───── Data provided ─────

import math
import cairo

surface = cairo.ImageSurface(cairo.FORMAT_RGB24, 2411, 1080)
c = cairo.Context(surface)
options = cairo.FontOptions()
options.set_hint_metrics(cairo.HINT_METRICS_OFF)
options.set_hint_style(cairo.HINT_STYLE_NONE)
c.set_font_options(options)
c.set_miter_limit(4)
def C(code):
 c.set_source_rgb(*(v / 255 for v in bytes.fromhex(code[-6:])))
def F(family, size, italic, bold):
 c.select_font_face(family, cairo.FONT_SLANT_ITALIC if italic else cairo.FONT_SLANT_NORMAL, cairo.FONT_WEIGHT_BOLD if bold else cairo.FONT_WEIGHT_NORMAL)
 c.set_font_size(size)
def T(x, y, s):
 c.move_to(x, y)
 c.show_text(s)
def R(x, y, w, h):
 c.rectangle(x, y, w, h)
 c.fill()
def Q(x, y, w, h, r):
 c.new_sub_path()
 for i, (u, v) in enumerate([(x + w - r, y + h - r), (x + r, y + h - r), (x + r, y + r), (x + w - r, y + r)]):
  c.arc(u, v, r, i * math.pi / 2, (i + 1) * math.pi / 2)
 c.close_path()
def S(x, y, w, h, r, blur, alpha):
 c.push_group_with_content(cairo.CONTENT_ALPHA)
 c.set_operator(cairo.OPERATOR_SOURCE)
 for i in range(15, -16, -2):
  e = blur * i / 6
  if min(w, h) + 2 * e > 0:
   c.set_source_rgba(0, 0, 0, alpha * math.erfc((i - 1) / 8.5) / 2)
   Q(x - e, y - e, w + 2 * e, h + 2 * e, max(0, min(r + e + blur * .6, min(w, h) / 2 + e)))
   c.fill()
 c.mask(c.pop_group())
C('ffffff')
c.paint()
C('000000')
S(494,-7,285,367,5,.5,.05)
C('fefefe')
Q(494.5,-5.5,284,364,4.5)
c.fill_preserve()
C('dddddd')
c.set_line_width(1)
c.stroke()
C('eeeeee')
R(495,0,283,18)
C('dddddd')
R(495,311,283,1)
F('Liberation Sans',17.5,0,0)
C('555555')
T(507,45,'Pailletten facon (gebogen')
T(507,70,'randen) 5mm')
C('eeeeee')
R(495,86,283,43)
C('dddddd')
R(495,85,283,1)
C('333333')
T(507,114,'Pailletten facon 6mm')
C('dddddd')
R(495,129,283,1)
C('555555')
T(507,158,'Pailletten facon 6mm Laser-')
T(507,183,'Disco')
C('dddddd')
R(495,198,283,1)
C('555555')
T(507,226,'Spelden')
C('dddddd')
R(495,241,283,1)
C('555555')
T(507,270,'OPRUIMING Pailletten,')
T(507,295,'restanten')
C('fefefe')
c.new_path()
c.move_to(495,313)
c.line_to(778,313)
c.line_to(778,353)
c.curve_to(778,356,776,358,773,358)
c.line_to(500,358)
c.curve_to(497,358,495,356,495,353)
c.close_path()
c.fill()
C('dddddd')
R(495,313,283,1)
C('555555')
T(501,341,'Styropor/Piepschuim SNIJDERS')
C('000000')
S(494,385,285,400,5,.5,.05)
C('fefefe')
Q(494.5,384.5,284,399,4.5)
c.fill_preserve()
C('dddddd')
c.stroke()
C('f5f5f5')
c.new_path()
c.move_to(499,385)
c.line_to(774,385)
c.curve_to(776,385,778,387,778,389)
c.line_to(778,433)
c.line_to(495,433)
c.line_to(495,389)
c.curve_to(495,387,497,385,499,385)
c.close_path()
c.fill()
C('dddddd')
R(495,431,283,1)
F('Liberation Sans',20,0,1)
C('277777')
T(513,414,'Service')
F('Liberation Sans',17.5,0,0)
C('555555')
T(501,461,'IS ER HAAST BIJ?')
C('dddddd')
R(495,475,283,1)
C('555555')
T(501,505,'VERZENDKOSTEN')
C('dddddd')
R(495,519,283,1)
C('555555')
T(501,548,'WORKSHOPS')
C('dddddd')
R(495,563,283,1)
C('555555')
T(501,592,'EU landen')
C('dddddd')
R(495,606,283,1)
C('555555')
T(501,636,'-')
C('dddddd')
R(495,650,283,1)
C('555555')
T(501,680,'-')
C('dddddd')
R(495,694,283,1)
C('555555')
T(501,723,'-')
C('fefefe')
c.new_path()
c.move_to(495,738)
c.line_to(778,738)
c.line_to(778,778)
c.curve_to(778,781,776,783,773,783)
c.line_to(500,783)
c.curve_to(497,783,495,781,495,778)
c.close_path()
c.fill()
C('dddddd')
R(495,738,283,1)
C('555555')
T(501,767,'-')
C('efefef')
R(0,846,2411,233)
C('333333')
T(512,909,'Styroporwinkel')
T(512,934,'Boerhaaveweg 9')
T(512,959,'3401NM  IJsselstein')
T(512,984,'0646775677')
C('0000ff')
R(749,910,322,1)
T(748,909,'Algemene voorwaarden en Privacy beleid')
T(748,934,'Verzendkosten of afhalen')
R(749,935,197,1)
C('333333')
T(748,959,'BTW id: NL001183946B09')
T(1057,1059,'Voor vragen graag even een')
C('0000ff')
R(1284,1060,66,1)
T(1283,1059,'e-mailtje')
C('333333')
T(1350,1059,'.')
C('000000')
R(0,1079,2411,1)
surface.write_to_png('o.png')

─────

Looking at the data above, return every line from the one with "c.push_group_with_content(cairo.CONTENT_ALPHA)" down to the one with "c.mask(c.pop_group())", exactly and inclusively.

▶ _Answer section_:
 c.push_group_with_content(cairo.CONTENT_ALPHA)
 c.set_operator(cairo.OPERATOR_SOURCE)
 for i in range(15, -16, -2):
  e = blur * i / 6
  if min(w, h) + 2 * e > 0:
   c.set_source_rgba(0, 0, 0, alpha * math.erfc((i - 1) / 8.5) / 2)
   Q(x - e, y - e, w + 2 * e, h + 2 * e, max(0, min(r + e + blur * .6, min(w, h) / 2 + e)))
   c.fill()
 c.mask(c.pop_group())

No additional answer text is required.